EXERCISE OBJECTIVE - Return every entry exactly, except for any pictures.

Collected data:
⟨
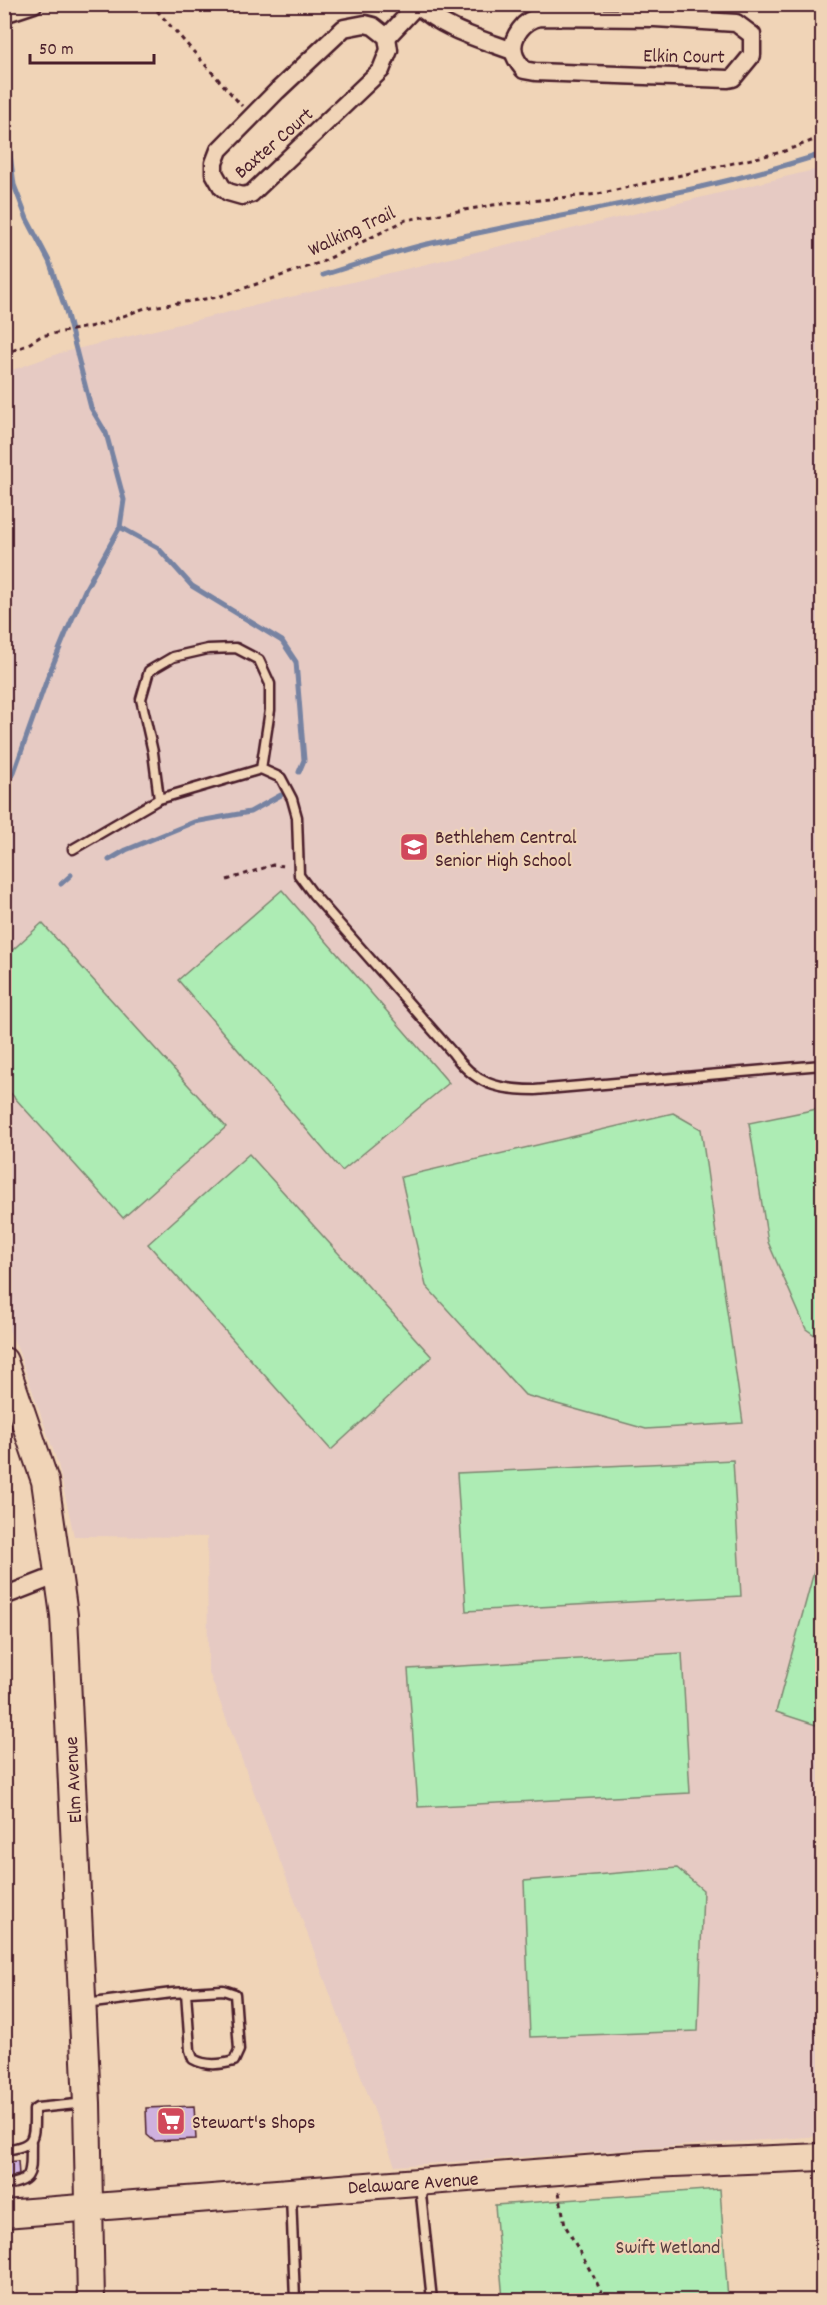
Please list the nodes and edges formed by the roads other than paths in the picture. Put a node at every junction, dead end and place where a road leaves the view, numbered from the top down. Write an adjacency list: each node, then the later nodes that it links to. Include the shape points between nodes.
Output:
1 (33, 5): 3 (street)
2 (417, 5): 4 (street); 5 (street, Elkin Court, via 444,24)
3 (4, 14)
4 (387, 37): 4 (street, Baxter Court, via 389,50 381,69 266,181 242,196 222,187 214,173 219,150 344,28 365,24)
5 (513, 51): 5 (street, Elkin Court, via 524,70 535,72 728,79 752,55 752,35 736,23 540,17 523,24)
6 (261, 769): 7 (lane); 7 (lane, via 270,684 259,660 236,648 173,657 149,671 141,699); 9 (lane, via 281,778 292,800 297,817 299,876 464,1069 496,1087 535,1090)
7 (159, 799): 8 (lane)
8 (74, 849)
9 (822, 1065)
10 (4, 1361): 11 (main road, Elm Avenue, via 45,1481)
11 (58, 1575): 12 (street); 14 (main road, Elm Avenue, via 64,1615)
12 (4, 1596)
13 (186, 1992): 13 (lane, via 223,1990 235,1994 239,2050 234,2061 200,2063 192,2059); 14 (lane)
14 (82, 2004): 15 (main road, Elm Avenue)
15 (87, 2103): 16 (lane, via 34,2110); 22 (main road, Elm Avenue)
16 (31, 2143): 17 (lane); 20 (lane, via 26,2179 21,2184)
17 (4, 2150)
18 (822, 2157): 19 (main road, Delaware Avenue, via 650,2164)
19 (420, 2181): 21 (main road, Delaware Avenue); 26 (lane)
20 (4, 2185)
21 (291, 2191): 22 (main road, Delaware Avenue); 25 (lane)
22 (90, 2206): 23 (main road, Delaware Avenue); 24 (main road, Elm Avenue)
23 (4, 2214)
24 (91, 2301)
25 (295, 2301)
26 (432, 2301)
⟩
ANSWER BELOW -
Please list the nodes and edges formed by the roads other than paths in the picture. Put a node at every junction, dead end and place where a road leaves the view, numbered from the top down. Write an adjacency list: each node, then the later nodes that it links to. Include the shape points between nodes.
Output:
1 (33, 5): 3 (street)
2 (417, 5): 4 (street); 5 (street, Elkin Court, via 444,24)
3 (4, 14)
4 (387, 37): 4 (street, Baxter Court, via 389,50 381,69 266,181 242,196 222,187 214,173 219,150 344,28 365,24)
5 (513, 51): 5 (street, Elkin Court, via 524,70 535,72 728,79 752,55 752,35 736,23 540,17 523,24)
6 (261, 769): 7 (lane); 7 (lane, via 270,684 259,660 236,648 173,657 149,671 141,699); 9 (lane, via 281,778 292,800 297,817 299,876 464,1069 496,1087 535,1090)
7 (159, 799): 8 (lane)
8 (74, 849)
9 (822, 1065)
10 (4, 1361): 11 (main road, Elm Avenue, via 45,1481)
11 (58, 1575): 12 (street); 14 (main road, Elm Avenue, via 64,1615)
12 (4, 1596)
13 (186, 1992): 13 (lane, via 223,1990 235,1994 239,2050 234,2061 200,2063 192,2059); 14 (lane)
14 (82, 2004): 15 (main road, Elm Avenue)
15 (87, 2103): 16 (lane, via 34,2110); 22 (main road, Elm Avenue)
16 (31, 2143): 17 (lane); 20 (lane, via 26,2179 21,2184)
17 (4, 2150)
18 (822, 2157): 19 (main road, Delaware Avenue, via 650,2164)
19 (420, 2181): 21 (main road, Delaware Avenue); 26 (lane)
20 (4, 2185)
21 (291, 2191): 22 (main road, Delaware Avenue); 25 (lane)
22 (90, 2206): 23 (main road, Delaware Avenue); 24 (main road, Elm Avenue)
23 (4, 2214)
24 (91, 2301)
25 (295, 2301)
26 (432, 2301)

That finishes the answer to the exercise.